- _DATA_:
▶

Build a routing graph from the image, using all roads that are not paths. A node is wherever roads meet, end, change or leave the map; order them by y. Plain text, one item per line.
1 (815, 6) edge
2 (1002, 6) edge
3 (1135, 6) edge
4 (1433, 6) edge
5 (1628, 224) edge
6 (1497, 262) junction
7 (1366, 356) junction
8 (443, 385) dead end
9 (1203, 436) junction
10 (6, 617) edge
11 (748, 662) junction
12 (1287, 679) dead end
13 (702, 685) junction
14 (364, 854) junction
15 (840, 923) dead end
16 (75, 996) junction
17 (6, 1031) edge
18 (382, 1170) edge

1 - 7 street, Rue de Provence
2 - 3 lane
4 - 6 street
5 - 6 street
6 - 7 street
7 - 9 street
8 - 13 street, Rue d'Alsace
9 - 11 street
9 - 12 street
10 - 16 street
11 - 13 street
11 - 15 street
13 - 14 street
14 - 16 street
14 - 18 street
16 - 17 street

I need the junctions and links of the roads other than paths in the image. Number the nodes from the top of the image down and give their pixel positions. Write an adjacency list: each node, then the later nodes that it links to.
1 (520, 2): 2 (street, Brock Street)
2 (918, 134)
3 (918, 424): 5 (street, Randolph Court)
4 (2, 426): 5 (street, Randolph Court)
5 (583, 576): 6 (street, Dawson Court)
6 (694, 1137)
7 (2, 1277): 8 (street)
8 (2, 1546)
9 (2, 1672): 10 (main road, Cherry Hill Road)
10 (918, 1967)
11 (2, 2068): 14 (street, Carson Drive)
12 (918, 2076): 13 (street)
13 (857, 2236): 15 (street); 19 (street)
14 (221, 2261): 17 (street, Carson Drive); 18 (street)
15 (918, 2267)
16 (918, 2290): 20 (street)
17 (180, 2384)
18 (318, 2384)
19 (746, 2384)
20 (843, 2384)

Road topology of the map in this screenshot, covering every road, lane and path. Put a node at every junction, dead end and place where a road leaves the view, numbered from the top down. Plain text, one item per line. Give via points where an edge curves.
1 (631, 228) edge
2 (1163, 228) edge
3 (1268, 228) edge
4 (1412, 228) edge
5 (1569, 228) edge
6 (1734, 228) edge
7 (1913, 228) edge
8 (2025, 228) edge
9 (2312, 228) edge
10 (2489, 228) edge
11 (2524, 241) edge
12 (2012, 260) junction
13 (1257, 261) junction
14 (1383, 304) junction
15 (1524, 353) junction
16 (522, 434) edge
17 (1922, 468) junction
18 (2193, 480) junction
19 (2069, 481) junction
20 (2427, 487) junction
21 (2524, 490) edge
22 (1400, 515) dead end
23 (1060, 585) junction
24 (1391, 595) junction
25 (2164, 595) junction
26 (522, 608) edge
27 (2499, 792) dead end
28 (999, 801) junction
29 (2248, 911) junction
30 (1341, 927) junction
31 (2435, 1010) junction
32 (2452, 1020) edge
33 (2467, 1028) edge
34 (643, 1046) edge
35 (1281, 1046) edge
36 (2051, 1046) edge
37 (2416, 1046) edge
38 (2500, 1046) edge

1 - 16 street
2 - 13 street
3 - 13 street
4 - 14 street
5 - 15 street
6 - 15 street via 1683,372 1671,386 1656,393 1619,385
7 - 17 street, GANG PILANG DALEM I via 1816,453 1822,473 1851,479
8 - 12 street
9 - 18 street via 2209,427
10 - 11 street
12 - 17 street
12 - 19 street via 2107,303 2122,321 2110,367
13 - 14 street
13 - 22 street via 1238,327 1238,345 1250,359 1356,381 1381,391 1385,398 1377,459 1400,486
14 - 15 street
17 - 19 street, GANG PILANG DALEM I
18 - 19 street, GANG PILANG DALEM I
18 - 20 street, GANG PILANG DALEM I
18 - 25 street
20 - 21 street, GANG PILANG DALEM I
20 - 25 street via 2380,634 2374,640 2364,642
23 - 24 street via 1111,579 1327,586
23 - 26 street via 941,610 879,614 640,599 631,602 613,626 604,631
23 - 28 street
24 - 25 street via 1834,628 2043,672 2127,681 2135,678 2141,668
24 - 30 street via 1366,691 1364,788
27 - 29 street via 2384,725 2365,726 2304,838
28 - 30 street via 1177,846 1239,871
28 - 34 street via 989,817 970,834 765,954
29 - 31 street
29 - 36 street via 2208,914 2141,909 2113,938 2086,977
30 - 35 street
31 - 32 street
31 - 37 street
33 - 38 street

◀

Faithfully write out the entire listing, line by line.

Build a routing graph from the image, using all roads that are not paths. A node is wherever roads meet, end, change or leave the map; order them by y. Plain text, one item per line.
1 (815, 6) edge
2 (1002, 6) edge
3 (1135, 6) edge
4 (1433, 6) edge
5 (1628, 224) edge
6 (1497, 262) junction
7 (1366, 356) junction
8 (443, 385) dead end
9 (1203, 436) junction
10 (6, 617) edge
11 (748, 662) junction
12 (1287, 679) dead end
13 (702, 685) junction
14 (364, 854) junction
15 (840, 923) dead end
16 (75, 996) junction
17 (6, 1031) edge
18 (382, 1170) edge

1 - 7 street, Rue de Provence
2 - 3 lane
4 - 6 street
5 - 6 street
6 - 7 street
7 - 9 street
8 - 13 street, Rue d'Alsace
9 - 11 street
9 - 12 street
10 - 16 street
11 - 13 street
11 - 15 street
13 - 14 street
14 - 16 street
14 - 18 street
16 - 17 street

I need the junctions and links of the roads other than paths in the image. Number the nodes from the top of the image down and give their pixel positions. Write an adjacency list: each node, then the later nodes that it links to.
1 (520, 2): 2 (street, Brock Street)
2 (918, 134)
3 (918, 424): 5 (street, Randolph Court)
4 (2, 426): 5 (street, Randolph Court)
5 (583, 576): 6 (street, Dawson Court)
6 (694, 1137)
7 (2, 1277): 8 (street)
8 (2, 1546)
9 (2, 1672): 10 (main road, Cherry Hill Road)
10 (918, 1967)
11 (2, 2068): 14 (street, Carson Drive)
12 (918, 2076): 13 (street)
13 (857, 2236): 15 (street); 19 (street)
14 (221, 2261): 17 (street, Carson Drive); 18 (street)
15 (918, 2267)
16 (918, 2290): 20 (street)
17 (180, 2384)
18 (318, 2384)
19 (746, 2384)
20 (843, 2384)

Road topology of the map in this screenshot, covering every road, lane and path. Put a node at every junction, dead end and place where a road leaves the view, numbered from the top down. Plain text, one item per line. Give via points where an edge curves.
1 (631, 228) edge
2 (1163, 228) edge
3 (1268, 228) edge
4 (1412, 228) edge
5 (1569, 228) edge
6 (1734, 228) edge
7 (1913, 228) edge
8 (2025, 228) edge
9 (2312, 228) edge
10 (2489, 228) edge
11 (2524, 241) edge
12 (2012, 260) junction
13 (1257, 261) junction
14 (1383, 304) junction
15 (1524, 353) junction
16 (522, 434) edge
17 (1922, 468) junction
18 (2193, 480) junction
19 (2069, 481) junction
20 (2427, 487) junction
21 (2524, 490) edge
22 (1400, 515) dead end
23 (1060, 585) junction
24 (1391, 595) junction
25 (2164, 595) junction
26 (522, 608) edge
27 (2499, 792) dead end
28 (999, 801) junction
29 (2248, 911) junction
30 (1341, 927) junction
31 (2435, 1010) junction
32 (2452, 1020) edge
33 (2467, 1028) edge
34 (643, 1046) edge
35 (1281, 1046) edge
36 (2051, 1046) edge
37 (2416, 1046) edge
38 (2500, 1046) edge

1 - 16 street
2 - 13 street
3 - 13 street
4 - 14 street
5 - 15 street
6 - 15 street via 1683,372 1671,386 1656,393 1619,385
7 - 17 street, GANG PILANG DALEM I via 1816,453 1822,473 1851,479
8 - 12 street
9 - 18 street via 2209,427
10 - 11 street
12 - 17 street
12 - 19 street via 2107,303 2122,321 2110,367
13 - 14 street
13 - 22 street via 1238,327 1238,345 1250,359 1356,381 1381,391 1385,398 1377,459 1400,486
14 - 15 street
17 - 19 street, GANG PILANG DALEM I
18 - 19 street, GANG PILANG DALEM I
18 - 20 street, GANG PILANG DALEM I
18 - 25 street
20 - 21 street, GANG PILANG DALEM I
20 - 25 street via 2380,634 2374,640 2364,642
23 - 24 street via 1111,579 1327,586
23 - 26 street via 941,610 879,614 640,599 631,602 613,626 604,631
23 - 28 street
24 - 25 street via 1834,628 2043,672 2127,681 2135,678 2141,668
24 - 30 street via 1366,691 1364,788
27 - 29 street via 2384,725 2365,726 2304,838
28 - 30 street via 1177,846 1239,871
28 - 34 street via 989,817 970,834 765,954
29 - 31 street
29 - 36 street via 2208,914 2141,909 2113,938 2086,977
30 - 35 street
31 - 32 street
31 - 37 street
33 - 38 street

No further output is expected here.